# Exercise
At the line containing "Extract the road", begin retyping, and stop after the last line of the data; add nothing.

[[ Data excerpts, beginning ]]

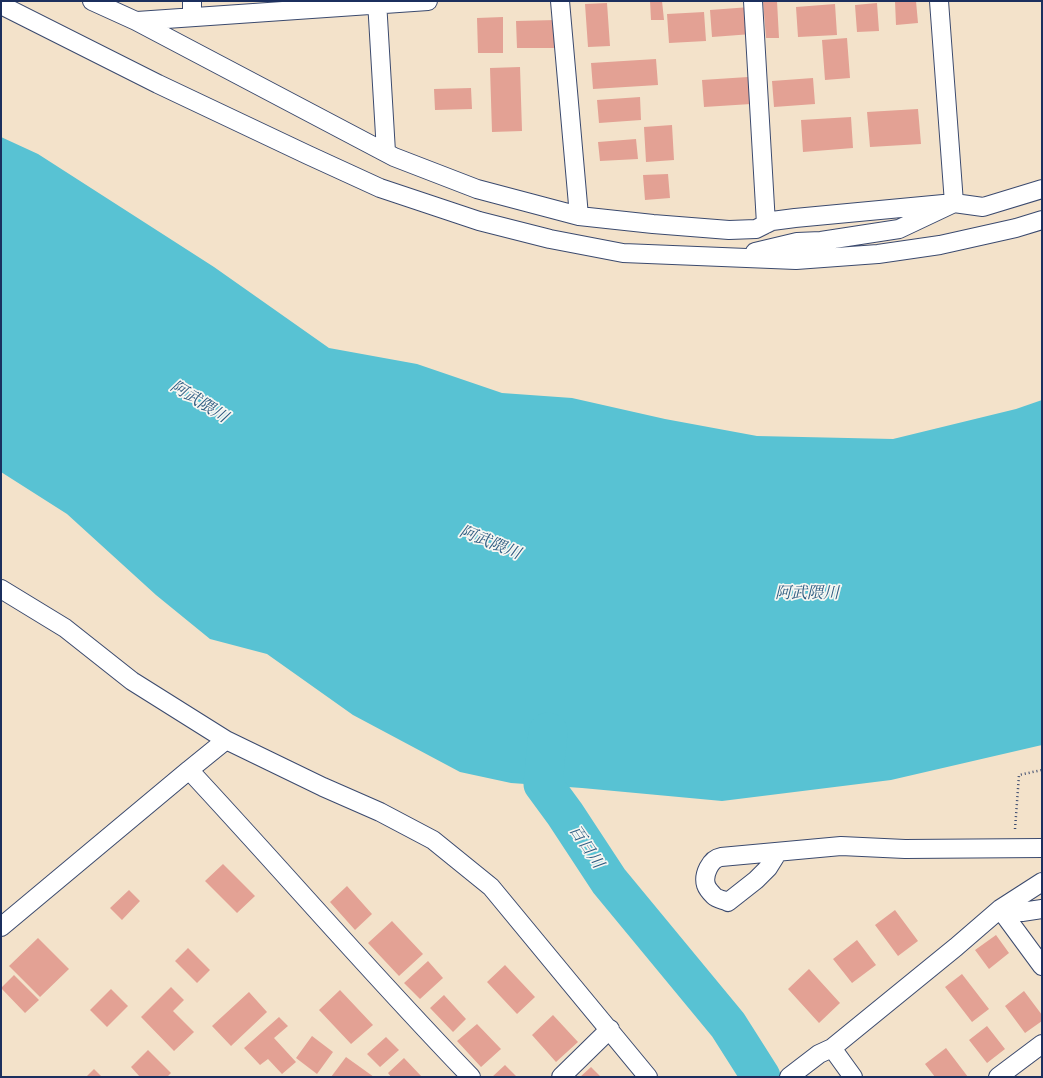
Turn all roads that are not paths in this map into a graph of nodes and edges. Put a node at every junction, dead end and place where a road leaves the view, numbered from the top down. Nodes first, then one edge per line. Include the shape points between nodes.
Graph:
1 (92, 1) edge
2 (428, 1) edge
3 (560, 1) edge
4 (753, 1) edge
5 (939, 1) edge
6 (377, 3) edge
7 (1, 5) edge
8 (192, 9) edge
9 (136, 21) junction
10 (386, 152) junction
11 (1042, 189) edge
12 (954, 203) junction
13 (579, 216) junction
14 (1042, 220) edge
15 (766, 224) junction
16 (747, 259) junction
17 (1, 589) edge
18 (226, 740) junction
19 (189, 770) junction
20 (1042, 848) edge
21 (778, 852) dead end
22 (1042, 882) edge
23 (1000, 909) junction
24 (1042, 909) edge
25 (1, 927) edge
26 (1042, 966) edge
27 (610, 1029) junction
28 (1042, 1044) edge
29 (825, 1051) junction
30 (471, 1077) edge
31 (561, 1077) edge
32 (648, 1077) edge
33 (789, 1077) edge
34 (853, 1077) edge
35 (998, 1077) edge

1 - 9 street
2 - 6 street
3 - 13 street
4 - 15 street
5 - 12 street
6 - 8 street
6 - 10 street
7 - 16 street via 158,84 380,188 479,221 550,239 623,253
8 - 9 street
9 - 10 street
10 - 13 street via 477,189
11 - 12 street via 983,207
12 - 15 street via 795,218
12 - 16 street via 899,229 821,241 797,242 752,253
13 - 15 street via 729,230 756,229
14 - 16 street via 940,245 878,254 796,260
17 - 18 street via 65,628 132,681
18 - 19 street
18 - 27 street via 380,812 433,840 491,887
19 - 25 street
19 - 30 street via 404,1008
20 - 21 street via 905,849 841,846
22 - 23 street
23 - 24 street via 1022,912
23 - 26 street
23 - 29 street
27 - 31 street
27 - 32 street
28 - 35 street
29 - 33 street
29 - 34 street

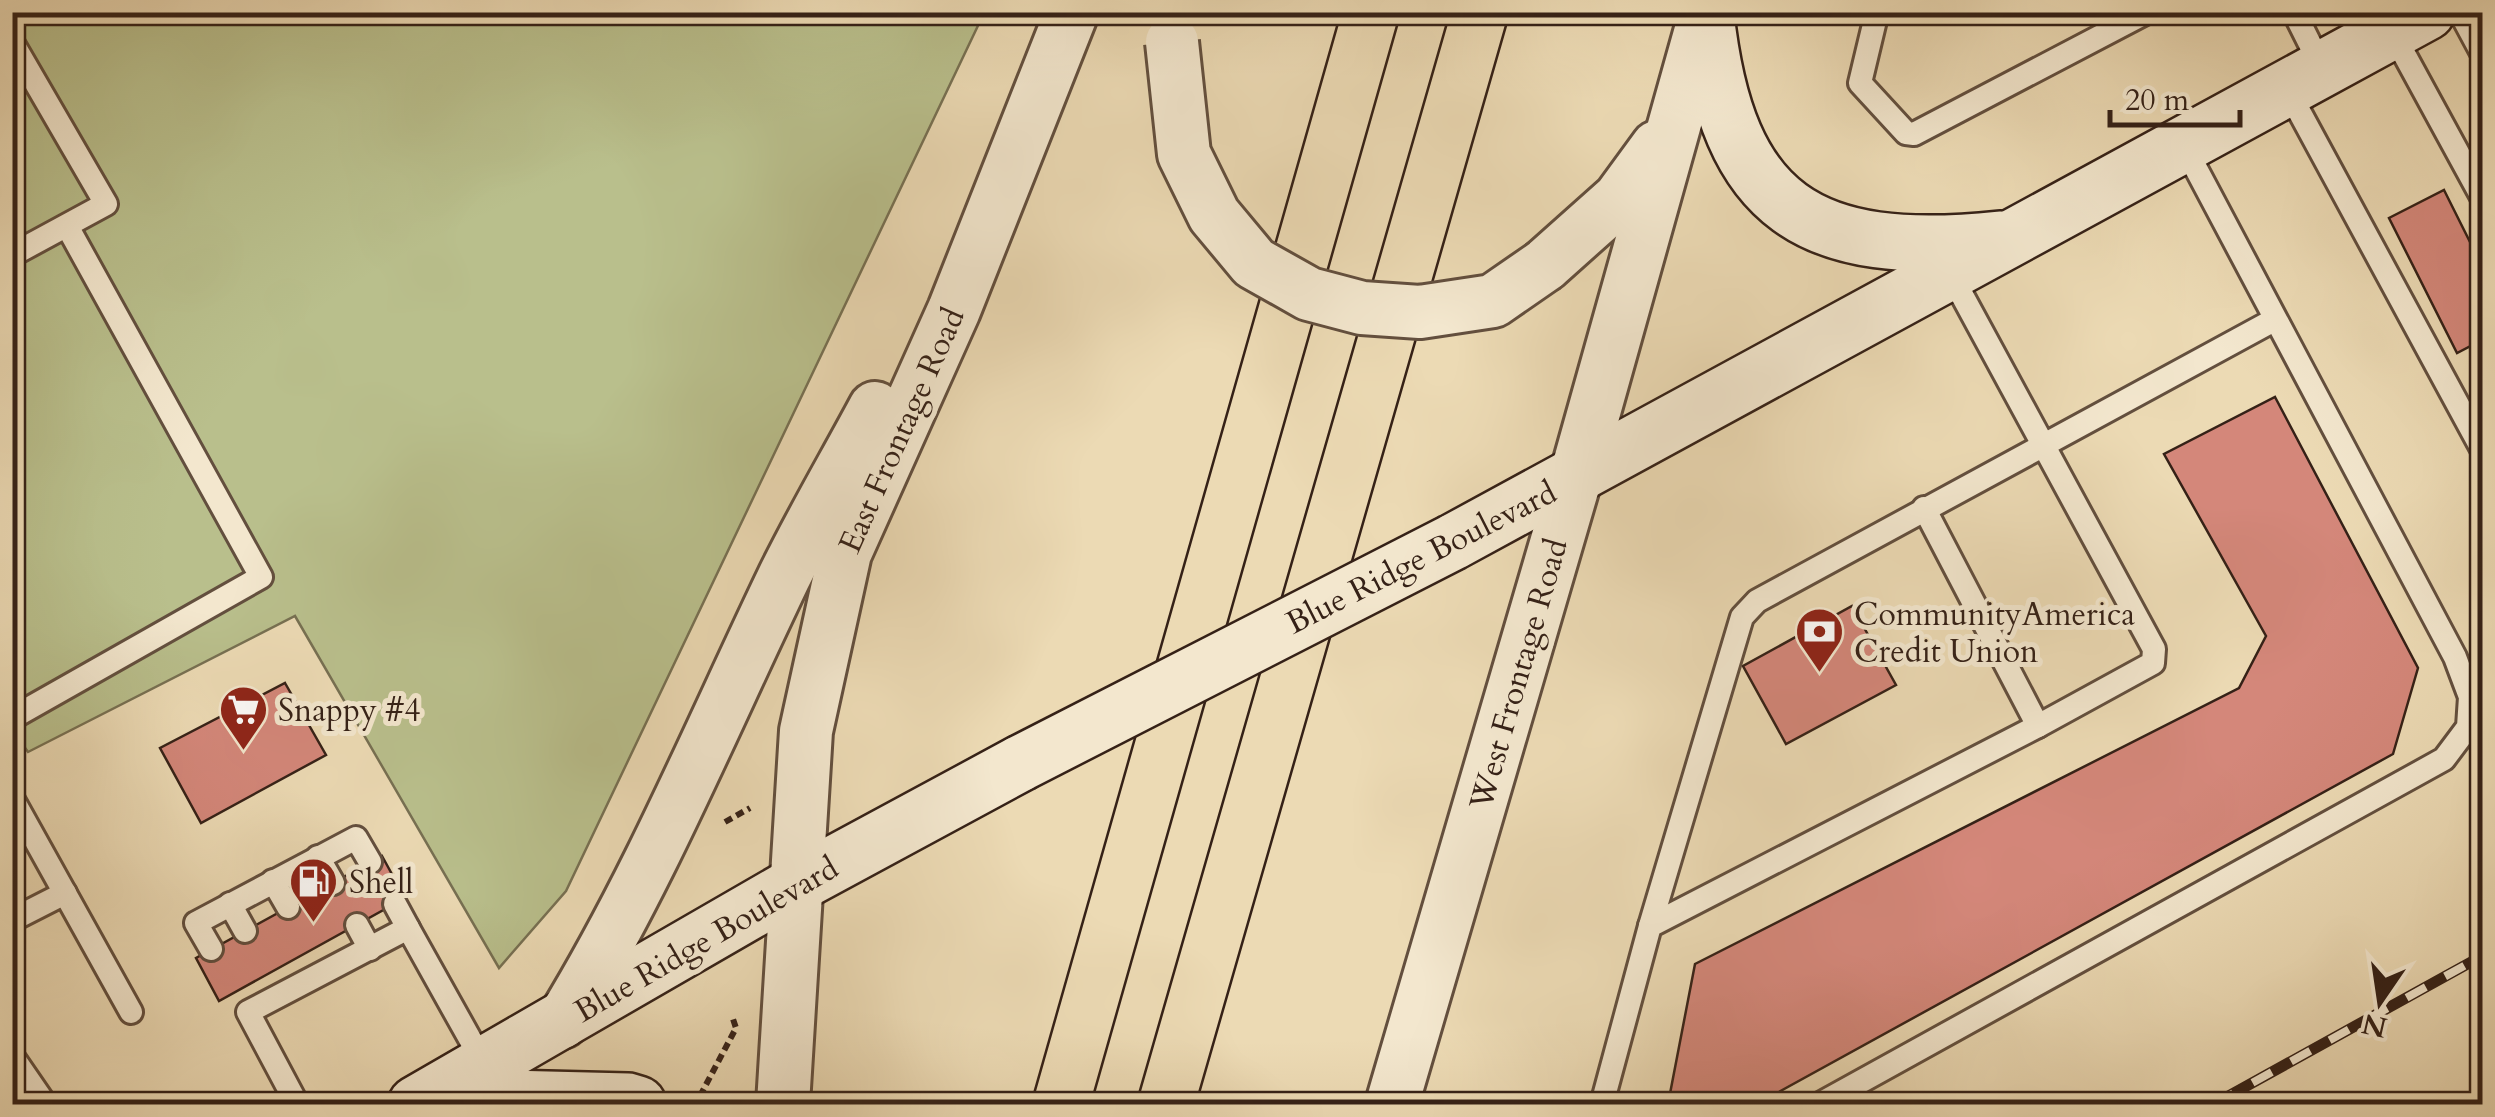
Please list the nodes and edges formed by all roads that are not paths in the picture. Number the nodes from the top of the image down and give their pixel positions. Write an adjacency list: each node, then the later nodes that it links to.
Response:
1 (1072, 12): 21 (street, East Frontage Road)
2 (1371, 12): 57 (highway)
3 (1480, 12): 58 (highway)
4 (1877, 12): 5 (lane)
5 (2147, 12)
6 (2294, 12): 13 (lane)
7 (2460, 12): 12 (lane)
8 (1706, 13): 14 (street, West Frontage Road); 18 (main road)
9 (2409, 21): 13 (main road, Blue Ridge Boulevard); 16 (lane)
10 (1172, 27): 14 (street, bridge)
11 (12, 42): 17 (lane)
12 (2482, 53)
13 (2305, 80): 15 (main road, Blue Ridge Boulevard); 24 (lane)
14 (1676, 121): 25 (street, West Frontage Road)
15 (2184, 146): 18 (main road, Blue Ridge Boulevard); 22 (lane)
16 (2482, 198)
17 (66, 226): 19 (lane); 27 (lane)
18 (2018, 237): 20 (main road, Blue Ridge Boulevard)
19 (12, 256)
20 (1950, 273): 23 (lane); 25 (main road, Blue Ridge Boulevard)
21 (954, 310): 34 (street, East Frontage Road); 49 (street)
22 (2274, 320): 23 (lane); 61 (lane)
23 (2042, 444): 26 (lane); 28 (lane)
24 (2482, 449)
25 (1576, 476): 34 (main road, Blue Ridge Boulevard, bridge); 59 (street, West Frontage Road)
26 (1924, 508): 28 (lane); 41 (lane)
27 (12, 718)
28 (2038, 726): 41 (lane)
29 (12, 798): 35 (lane)
30 (318, 857): 31 (lane); 32 (lane); 33 (lane)
31 (370, 862)
32 (273, 881): 36 (lane); 38 (lane)
33 (332, 883)
34 (797, 884): 49 (main road, Blue Ridge Boulevard); 56 (street, East Frontage Road)
35 (65, 893): 39 (lane); 48 (lane)
36 (230, 904): 43 (lane); 44 (lane)
37 (394, 904): 42 (lane)
38 (288, 907)
39 (12, 920)
40 (357, 925): 45 (lane)
41 (1650, 926): 60 (lane)
42 (408, 928): 45 (lane); 51 (lane)
43 (245, 931)
44 (211, 948)
45 (370, 949): 47 (lane)
46 (312, 950): 47 (lane)
47 (324, 972): 54 (lane)
48 (131, 1012)
49 (562, 1022): 51 (main road, Blue Ridge Boulevard)
50 (12, 1056): 53 (lane)
51 (485, 1066): 52 (main road, Blue Ridge Boulevard)
52 (422, 1100): 55 (main road)
53 (45, 1104)
54 (298, 1104)
55 (638, 1104)
56 (783, 1104)
57 (1061, 1104)
58 (1166, 1104)
59 (1392, 1104)
60 (1602, 1104)
61 (1820, 1104)

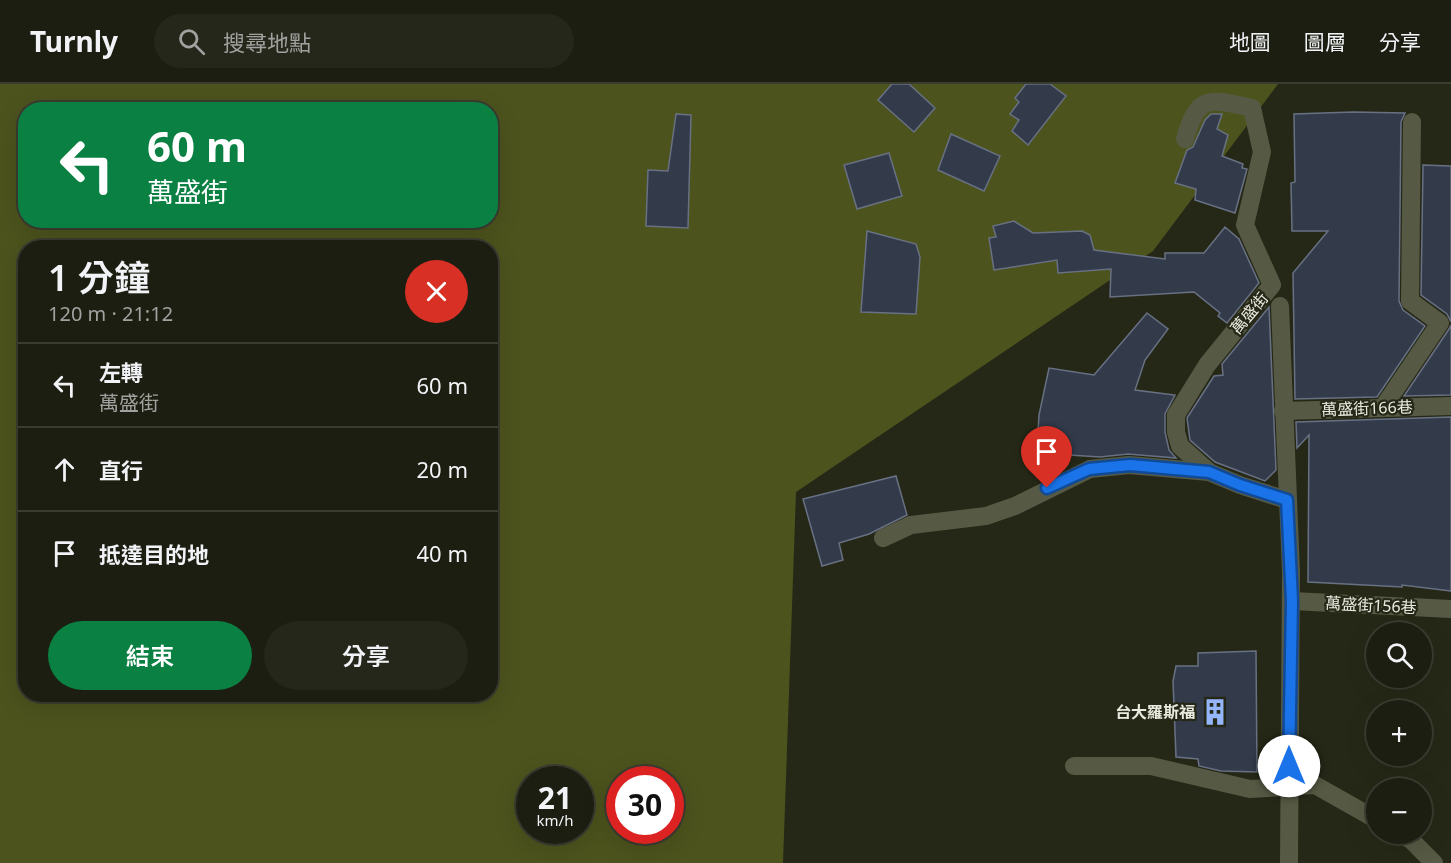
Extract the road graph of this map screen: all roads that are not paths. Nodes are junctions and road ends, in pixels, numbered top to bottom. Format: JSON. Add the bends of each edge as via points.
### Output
{"nodes":[{"id":1,"x":1412,"y":122,"type":"dead end"},
{"id":2,"x":1185,"y":139,"type":"dead end"},
{"id":3,"x":1280,"y":306,"type":"dead end"},
{"id":4,"x":1445,"y":316,"type":"edge"},
{"id":5,"x":1384,"y":406,"type":"junction"},
{"id":6,"x":1451,"y":406,"type":"edge"},
{"id":7,"x":1283,"y":411,"type":"junction"},
{"id":8,"x":1209,"y":472,"type":"junction"},
{"id":9,"x":1287,"y":500,"type":"junction"},
{"id":10,"x":882,"y":538,"type":"dead end"},
{"id":11,"x":1292,"y":601,"type":"junction"},
{"id":12,"x":1451,"y":609,"type":"edge"},
{"id":13,"x":1074,"y":766,"type":"dead end"},
{"id":14,"x":1289,"y":787,"type":"junction"},
{"id":15,"x":1366,"y":814,"type":"edge"},
{"id":16,"x":1415,"y":844,"type":"edge"},
{"id":17,"x":1289,"y":863,"type":"edge"},
{"id":18,"x":1434,"y":863,"type":"edge"}],
"edges":[{"from":1,"to":4,"type":"street","via":[[1410,301]]},
{"from":2,"to":8,"type":"street","name":"萬盛街","via":[[1192,115],[1215,100],[1252,108],[1262,152],[1245,225],[1272,285],[1207,365],[1176,415],[1180,446]]},
{"from":3,"to":7,"type":"street"},
{"from":4,"to":5,"type":"street"},
{"from":5,"to":6,"type":"street","name":"萬盛街166巷"},
{"from":5,"to":7,"type":"street","name":"萬盛街166巷"},
{"from":7,"to":9,"type":"street"},
{"from":8,"to":9,"type":"street","name":"萬盛街"},
{"from":8,"to":10,"type":"street","via":[[1130,465],[1089,469],[986,516],[911,525]]},
{"from":9,"to":11,"type":"street"},
{"from":11,"to":12,"type":"street","name":"萬盛街156巷"},
{"from":11,"to":14,"type":"street"},
{"from":13,"to":14,"type":"street","via":[[1151,766],[1250,789]]},
{"from":14,"to":15,"type":"street","via":[[1315,785]]},
{"from":14,"to":17,"type":"street"},
{"from":16,"to":18,"type":"street"}]}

[[ Data excerpts, end ]]

# Result for this task
Extract the road graph of this map screen: all roads that are not paths. Nodes are junctions and road ends, in pixels, numbered top to bottom. Format: JSON. Add the bends of each edge as via points.
### Output
{"nodes":[{"id":1,"x":1412,"y":122,"type":"dead end"},
{"id":2,"x":1185,"y":139,"type":"dead end"},
{"id":3,"x":1280,"y":306,"type":"dead end"},
{"id":4,"x":1445,"y":316,"type":"edge"},
{"id":5,"x":1384,"y":406,"type":"junction"},
{"id":6,"x":1451,"y":406,"type":"edge"},
{"id":7,"x":1283,"y":411,"type":"junction"},
{"id":8,"x":1209,"y":472,"type":"junction"},
{"id":9,"x":1287,"y":500,"type":"junction"},
{"id":10,"x":882,"y":538,"type":"dead end"},
{"id":11,"x":1292,"y":601,"type":"junction"},
{"id":12,"x":1451,"y":609,"type":"edge"},
{"id":13,"x":1074,"y":766,"type":"dead end"},
{"id":14,"x":1289,"y":787,"type":"junction"},
{"id":15,"x":1366,"y":814,"type":"edge"},
{"id":16,"x":1415,"y":844,"type":"edge"},
{"id":17,"x":1289,"y":863,"type":"edge"},
{"id":18,"x":1434,"y":863,"type":"edge"}],
"edges":[{"from":1,"to":4,"type":"street","via":[[1410,301]]},
{"from":2,"to":8,"type":"street","name":"萬盛街","via":[[1192,115],[1215,100],[1252,108],[1262,152],[1245,225],[1272,285],[1207,365],[1176,415],[1180,446]]},
{"from":3,"to":7,"type":"street"},
{"from":4,"to":5,"type":"street"},
{"from":5,"to":6,"type":"street","name":"萬盛街166巷"},
{"from":5,"to":7,"type":"street","name":"萬盛街166巷"},
{"from":7,"to":9,"type":"street"},
{"from":8,"to":9,"type":"street","name":"萬盛街"},
{"from":8,"to":10,"type":"street","via":[[1130,465],[1089,469],[986,516],[911,525]]},
{"from":9,"to":11,"type":"street"},
{"from":11,"to":12,"type":"street","name":"萬盛街156巷"},
{"from":11,"to":14,"type":"street"},
{"from":13,"to":14,"type":"street","via":[[1151,766],[1250,789]]},
{"from":14,"to":15,"type":"street","via":[[1315,785]]},
{"from":14,"to":17,"type":"street"},
{"from":16,"to":18,"type":"street"}]}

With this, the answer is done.